§ **Directions**:
Copy the entries exactly, through the "Which roads connect where in the map?" line.

§ **Input data**:
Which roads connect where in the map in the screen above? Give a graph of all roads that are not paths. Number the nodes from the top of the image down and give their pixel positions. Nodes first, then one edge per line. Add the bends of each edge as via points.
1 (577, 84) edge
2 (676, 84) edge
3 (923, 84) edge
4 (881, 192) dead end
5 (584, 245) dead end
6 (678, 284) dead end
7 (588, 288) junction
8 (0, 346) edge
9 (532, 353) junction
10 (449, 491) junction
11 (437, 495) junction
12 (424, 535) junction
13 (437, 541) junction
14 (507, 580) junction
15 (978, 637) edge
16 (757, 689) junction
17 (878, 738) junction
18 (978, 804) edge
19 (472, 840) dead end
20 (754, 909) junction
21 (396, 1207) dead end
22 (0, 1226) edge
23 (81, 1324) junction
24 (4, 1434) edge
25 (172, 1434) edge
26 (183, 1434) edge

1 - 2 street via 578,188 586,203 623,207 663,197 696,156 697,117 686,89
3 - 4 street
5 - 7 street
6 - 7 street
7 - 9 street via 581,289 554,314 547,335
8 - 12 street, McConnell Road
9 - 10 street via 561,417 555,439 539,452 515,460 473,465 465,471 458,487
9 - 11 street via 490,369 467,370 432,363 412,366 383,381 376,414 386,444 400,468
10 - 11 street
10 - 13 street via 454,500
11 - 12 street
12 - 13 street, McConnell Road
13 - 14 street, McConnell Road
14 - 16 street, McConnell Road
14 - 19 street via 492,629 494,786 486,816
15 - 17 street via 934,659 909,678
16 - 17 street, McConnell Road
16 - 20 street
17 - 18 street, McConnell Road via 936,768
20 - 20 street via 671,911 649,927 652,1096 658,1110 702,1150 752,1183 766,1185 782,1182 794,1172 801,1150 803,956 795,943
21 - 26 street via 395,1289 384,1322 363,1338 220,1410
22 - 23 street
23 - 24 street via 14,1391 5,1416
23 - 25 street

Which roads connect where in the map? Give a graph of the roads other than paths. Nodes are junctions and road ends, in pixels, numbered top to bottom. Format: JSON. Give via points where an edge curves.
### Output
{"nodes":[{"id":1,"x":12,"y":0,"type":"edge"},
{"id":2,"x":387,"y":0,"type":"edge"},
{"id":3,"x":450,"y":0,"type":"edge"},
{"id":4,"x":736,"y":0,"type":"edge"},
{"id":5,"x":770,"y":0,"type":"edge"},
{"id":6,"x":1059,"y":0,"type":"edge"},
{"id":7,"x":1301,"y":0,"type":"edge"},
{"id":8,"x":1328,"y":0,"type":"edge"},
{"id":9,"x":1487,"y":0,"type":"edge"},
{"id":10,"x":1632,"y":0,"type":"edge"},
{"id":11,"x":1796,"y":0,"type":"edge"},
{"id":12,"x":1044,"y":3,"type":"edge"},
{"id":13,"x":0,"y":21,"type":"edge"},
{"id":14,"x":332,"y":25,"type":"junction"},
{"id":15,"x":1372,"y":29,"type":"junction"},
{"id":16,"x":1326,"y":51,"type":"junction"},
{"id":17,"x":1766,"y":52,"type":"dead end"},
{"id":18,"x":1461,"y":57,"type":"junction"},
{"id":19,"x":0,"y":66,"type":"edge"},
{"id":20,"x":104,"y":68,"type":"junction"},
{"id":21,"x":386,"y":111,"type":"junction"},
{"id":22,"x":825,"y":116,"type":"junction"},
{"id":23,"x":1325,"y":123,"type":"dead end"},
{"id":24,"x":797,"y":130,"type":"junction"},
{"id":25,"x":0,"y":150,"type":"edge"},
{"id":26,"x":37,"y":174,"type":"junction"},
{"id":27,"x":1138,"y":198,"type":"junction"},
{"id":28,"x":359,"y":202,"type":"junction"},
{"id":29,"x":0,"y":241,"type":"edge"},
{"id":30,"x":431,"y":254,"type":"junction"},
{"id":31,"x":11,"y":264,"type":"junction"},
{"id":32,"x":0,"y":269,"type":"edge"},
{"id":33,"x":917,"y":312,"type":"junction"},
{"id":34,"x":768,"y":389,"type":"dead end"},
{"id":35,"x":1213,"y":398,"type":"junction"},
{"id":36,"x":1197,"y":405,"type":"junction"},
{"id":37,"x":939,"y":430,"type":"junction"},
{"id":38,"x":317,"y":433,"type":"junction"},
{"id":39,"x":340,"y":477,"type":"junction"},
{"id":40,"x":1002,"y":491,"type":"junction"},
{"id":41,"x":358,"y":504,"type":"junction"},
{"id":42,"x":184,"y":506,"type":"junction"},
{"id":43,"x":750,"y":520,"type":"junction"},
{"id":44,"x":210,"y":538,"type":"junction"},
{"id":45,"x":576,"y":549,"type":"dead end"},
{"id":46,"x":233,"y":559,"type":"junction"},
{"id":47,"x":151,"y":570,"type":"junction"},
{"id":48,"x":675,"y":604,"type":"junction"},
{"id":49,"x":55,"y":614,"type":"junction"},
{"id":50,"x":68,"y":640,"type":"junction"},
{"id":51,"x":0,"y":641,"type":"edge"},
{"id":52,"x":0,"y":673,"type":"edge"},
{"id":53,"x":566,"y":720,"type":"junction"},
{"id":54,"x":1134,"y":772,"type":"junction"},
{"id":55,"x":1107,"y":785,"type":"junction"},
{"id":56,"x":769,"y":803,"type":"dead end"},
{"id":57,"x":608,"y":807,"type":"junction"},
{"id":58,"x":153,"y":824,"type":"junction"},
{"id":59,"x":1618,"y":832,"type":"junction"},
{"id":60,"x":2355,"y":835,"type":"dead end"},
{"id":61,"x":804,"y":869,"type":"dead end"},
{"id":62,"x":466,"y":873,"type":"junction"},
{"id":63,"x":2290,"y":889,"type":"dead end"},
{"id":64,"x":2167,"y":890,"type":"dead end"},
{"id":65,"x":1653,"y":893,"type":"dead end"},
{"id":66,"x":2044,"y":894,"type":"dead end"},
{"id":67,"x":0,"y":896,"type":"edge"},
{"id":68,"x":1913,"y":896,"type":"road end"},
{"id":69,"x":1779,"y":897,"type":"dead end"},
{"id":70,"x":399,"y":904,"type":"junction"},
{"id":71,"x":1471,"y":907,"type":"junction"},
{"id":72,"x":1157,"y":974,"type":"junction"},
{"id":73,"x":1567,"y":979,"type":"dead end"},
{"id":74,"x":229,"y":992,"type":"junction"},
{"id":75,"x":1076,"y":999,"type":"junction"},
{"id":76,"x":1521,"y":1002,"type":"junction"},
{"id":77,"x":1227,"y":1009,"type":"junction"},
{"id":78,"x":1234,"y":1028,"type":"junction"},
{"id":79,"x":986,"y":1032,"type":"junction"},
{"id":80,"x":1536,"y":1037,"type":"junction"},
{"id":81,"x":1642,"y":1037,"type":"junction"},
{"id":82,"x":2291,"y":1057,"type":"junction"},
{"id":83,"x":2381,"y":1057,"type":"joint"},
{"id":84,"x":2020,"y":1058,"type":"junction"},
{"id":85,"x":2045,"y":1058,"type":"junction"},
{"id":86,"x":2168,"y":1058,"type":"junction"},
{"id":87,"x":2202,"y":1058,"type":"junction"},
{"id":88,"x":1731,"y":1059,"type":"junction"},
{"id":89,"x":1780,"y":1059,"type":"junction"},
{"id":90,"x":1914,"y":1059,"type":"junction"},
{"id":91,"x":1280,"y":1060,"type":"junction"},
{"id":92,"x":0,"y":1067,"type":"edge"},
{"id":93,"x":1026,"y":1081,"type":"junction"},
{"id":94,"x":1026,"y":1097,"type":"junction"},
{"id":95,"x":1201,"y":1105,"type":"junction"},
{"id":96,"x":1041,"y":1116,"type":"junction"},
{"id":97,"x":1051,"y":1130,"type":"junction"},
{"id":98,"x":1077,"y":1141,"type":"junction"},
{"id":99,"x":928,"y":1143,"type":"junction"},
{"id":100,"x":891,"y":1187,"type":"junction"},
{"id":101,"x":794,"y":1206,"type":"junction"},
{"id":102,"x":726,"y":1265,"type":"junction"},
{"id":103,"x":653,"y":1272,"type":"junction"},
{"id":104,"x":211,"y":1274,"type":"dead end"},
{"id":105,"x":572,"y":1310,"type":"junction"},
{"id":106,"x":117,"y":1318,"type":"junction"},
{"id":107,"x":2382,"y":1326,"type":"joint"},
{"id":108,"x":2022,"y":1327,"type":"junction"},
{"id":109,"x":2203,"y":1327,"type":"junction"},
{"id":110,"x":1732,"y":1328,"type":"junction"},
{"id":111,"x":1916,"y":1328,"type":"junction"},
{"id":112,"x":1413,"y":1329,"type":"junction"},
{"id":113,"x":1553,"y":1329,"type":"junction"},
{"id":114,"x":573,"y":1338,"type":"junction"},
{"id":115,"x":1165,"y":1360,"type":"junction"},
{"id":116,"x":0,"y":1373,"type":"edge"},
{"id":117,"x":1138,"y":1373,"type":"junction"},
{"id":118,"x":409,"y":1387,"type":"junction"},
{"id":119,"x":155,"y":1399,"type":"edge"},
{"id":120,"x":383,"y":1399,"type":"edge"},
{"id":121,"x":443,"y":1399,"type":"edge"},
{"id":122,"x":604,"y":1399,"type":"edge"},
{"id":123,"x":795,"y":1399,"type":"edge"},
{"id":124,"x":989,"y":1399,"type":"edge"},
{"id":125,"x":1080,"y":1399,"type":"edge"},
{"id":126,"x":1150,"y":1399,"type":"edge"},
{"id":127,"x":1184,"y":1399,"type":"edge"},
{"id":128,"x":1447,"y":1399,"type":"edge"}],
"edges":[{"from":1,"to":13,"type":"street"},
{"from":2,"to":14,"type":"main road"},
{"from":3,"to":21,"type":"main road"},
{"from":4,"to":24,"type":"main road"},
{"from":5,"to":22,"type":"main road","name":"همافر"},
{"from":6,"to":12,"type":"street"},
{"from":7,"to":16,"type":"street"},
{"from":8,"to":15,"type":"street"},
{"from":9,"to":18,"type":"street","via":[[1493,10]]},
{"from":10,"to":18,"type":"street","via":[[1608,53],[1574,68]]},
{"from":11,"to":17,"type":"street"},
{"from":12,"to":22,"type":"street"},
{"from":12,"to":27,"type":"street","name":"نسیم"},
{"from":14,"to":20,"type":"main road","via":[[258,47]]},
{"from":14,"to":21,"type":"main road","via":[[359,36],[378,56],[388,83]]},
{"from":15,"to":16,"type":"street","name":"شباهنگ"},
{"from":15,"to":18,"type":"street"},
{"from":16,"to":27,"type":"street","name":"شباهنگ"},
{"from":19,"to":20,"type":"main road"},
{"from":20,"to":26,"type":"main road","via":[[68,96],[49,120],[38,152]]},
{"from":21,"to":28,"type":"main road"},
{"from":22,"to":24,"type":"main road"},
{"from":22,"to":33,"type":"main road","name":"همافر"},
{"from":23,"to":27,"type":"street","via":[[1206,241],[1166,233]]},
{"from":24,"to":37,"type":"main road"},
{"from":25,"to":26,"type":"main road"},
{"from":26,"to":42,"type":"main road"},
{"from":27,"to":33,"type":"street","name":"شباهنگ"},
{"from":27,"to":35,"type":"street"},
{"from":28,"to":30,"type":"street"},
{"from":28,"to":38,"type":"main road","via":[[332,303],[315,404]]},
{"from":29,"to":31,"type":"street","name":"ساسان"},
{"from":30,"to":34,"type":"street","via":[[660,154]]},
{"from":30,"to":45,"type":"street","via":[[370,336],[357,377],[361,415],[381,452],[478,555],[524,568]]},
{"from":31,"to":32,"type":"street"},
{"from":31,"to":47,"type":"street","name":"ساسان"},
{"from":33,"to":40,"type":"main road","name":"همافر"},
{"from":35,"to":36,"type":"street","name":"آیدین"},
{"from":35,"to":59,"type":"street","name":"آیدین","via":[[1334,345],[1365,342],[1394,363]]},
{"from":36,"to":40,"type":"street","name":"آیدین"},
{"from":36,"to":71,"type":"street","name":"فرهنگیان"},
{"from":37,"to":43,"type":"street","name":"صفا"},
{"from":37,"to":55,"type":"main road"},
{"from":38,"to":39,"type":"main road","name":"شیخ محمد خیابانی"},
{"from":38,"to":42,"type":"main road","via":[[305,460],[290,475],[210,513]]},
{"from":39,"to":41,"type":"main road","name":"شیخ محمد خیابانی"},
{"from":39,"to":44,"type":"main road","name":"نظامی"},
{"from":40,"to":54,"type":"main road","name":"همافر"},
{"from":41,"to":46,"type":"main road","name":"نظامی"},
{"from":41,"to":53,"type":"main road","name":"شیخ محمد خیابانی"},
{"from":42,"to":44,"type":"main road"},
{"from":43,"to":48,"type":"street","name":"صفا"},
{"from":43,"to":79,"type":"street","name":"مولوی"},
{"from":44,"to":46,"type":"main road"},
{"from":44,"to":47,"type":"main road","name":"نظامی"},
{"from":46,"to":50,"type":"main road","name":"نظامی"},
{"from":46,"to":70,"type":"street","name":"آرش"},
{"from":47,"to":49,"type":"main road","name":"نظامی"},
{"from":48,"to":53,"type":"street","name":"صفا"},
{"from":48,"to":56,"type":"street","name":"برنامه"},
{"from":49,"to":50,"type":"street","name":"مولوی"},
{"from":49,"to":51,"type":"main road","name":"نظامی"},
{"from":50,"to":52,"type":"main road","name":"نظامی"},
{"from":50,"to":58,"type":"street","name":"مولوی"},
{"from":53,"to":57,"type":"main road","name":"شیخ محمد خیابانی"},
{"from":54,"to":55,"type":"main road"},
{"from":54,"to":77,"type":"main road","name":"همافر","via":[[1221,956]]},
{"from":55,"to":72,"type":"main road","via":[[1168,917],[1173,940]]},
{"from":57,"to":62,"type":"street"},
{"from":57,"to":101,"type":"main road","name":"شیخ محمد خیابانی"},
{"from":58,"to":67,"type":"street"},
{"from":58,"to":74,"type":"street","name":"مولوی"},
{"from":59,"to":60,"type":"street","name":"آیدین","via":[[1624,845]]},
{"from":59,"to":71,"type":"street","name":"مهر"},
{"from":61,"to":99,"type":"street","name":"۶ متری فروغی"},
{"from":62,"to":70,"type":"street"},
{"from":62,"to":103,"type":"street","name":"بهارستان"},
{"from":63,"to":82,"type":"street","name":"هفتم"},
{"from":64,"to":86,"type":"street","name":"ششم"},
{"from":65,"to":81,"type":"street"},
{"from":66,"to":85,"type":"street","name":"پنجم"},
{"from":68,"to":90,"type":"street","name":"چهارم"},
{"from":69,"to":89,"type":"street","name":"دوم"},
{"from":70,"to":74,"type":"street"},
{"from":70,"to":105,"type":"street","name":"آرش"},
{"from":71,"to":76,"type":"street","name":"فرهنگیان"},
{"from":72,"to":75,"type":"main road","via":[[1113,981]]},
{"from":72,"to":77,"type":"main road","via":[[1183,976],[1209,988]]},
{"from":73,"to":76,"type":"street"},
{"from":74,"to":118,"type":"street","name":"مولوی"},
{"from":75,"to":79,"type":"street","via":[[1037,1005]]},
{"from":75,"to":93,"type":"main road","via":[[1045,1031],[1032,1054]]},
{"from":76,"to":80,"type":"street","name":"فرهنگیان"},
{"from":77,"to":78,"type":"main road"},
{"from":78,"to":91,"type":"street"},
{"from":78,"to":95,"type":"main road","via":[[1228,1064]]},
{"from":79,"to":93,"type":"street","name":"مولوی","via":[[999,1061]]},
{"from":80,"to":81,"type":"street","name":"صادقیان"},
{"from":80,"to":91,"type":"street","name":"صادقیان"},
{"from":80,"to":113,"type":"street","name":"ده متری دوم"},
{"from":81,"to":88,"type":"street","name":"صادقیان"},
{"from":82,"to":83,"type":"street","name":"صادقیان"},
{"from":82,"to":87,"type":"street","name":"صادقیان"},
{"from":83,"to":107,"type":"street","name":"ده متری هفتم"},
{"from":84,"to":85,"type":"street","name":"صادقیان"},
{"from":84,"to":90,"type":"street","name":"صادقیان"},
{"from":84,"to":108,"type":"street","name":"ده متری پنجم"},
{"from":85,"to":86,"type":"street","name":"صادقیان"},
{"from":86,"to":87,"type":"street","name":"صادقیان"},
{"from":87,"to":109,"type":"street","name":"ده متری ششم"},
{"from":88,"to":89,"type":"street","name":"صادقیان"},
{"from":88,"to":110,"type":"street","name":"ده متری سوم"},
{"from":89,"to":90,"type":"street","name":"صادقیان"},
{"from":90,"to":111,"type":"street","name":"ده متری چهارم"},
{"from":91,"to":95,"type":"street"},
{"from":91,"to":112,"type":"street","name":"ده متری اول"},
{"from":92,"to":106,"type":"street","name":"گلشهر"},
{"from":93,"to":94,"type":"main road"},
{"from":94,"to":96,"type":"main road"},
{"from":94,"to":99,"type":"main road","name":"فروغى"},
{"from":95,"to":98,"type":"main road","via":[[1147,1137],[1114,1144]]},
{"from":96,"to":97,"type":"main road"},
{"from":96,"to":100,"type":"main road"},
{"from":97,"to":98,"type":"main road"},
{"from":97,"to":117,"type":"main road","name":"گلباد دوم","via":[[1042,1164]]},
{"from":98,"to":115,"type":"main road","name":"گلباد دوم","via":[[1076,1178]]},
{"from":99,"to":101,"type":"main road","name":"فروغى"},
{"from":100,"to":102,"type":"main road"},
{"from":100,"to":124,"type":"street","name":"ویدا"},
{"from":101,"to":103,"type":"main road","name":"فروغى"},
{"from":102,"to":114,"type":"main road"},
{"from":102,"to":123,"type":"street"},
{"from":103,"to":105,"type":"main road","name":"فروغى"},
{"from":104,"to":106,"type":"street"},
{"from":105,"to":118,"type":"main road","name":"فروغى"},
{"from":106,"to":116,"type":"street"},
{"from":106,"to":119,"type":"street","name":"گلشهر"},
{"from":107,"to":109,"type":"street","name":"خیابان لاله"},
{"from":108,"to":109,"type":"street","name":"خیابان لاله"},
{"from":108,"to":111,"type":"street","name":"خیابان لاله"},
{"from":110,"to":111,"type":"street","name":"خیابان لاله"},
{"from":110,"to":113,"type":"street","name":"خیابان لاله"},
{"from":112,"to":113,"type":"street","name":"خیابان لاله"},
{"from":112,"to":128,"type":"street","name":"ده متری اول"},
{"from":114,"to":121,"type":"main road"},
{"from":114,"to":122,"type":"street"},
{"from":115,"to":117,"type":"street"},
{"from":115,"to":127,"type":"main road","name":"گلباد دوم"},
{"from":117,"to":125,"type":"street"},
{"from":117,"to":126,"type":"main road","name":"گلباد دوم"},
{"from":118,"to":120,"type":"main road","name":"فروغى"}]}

§ **Response to this exercise**:
Which roads connect where in the map in the screen above? Give a graph of all roads that are not paths. Number the nodes from the top of the image down and give their pixel positions. Nodes first, then one edge per line. Add the bends of each edge as via points.
1 (577, 84) edge
2 (676, 84) edge
3 (923, 84) edge
4 (881, 192) dead end
5 (584, 245) dead end
6 (678, 284) dead end
7 (588, 288) junction
8 (0, 346) edge
9 (532, 353) junction
10 (449, 491) junction
11 (437, 495) junction
12 (424, 535) junction
13 (437, 541) junction
14 (507, 580) junction
15 (978, 637) edge
16 (757, 689) junction
17 (878, 738) junction
18 (978, 804) edge
19 (472, 840) dead end
20 (754, 909) junction
21 (396, 1207) dead end
22 (0, 1226) edge
23 (81, 1324) junction
24 (4, 1434) edge
25 (172, 1434) edge
26 (183, 1434) edge

1 - 2 street via 578,188 586,203 623,207 663,197 696,156 697,117 686,89
3 - 4 street
5 - 7 street
6 - 7 street
7 - 9 street via 581,289 554,314 547,335
8 - 12 street, McConnell Road
9 - 10 street via 561,417 555,439 539,452 515,460 473,465 465,471 458,487
9 - 11 street via 490,369 467,370 432,363 412,366 383,381 376,414 386,444 400,468
10 - 11 street
10 - 13 street via 454,500
11 - 12 street
12 - 13 street, McConnell Road
13 - 14 street, McConnell Road
14 - 16 street, McConnell Road
14 - 19 street via 492,629 494,786 486,816
15 - 17 street via 934,659 909,678
16 - 17 street, McConnell Road
16 - 20 street
17 - 18 street, McConnell Road via 936,768
20 - 20 street via 671,911 649,927 652,1096 658,1110 702,1150 752,1183 766,1185 782,1182 794,1172 801,1150 803,956 795,943
21 - 26 street via 395,1289 384,1322 363,1338 220,1410
22 - 23 street
23 - 24 street via 14,1391 5,1416
23 - 25 street

Which roads connect where in the map? Give a graph of the roads other than paths. Nodes are junctions and road ends, in pixels, numbered top to bottom. Format: JSON. Give via points where an edge curves.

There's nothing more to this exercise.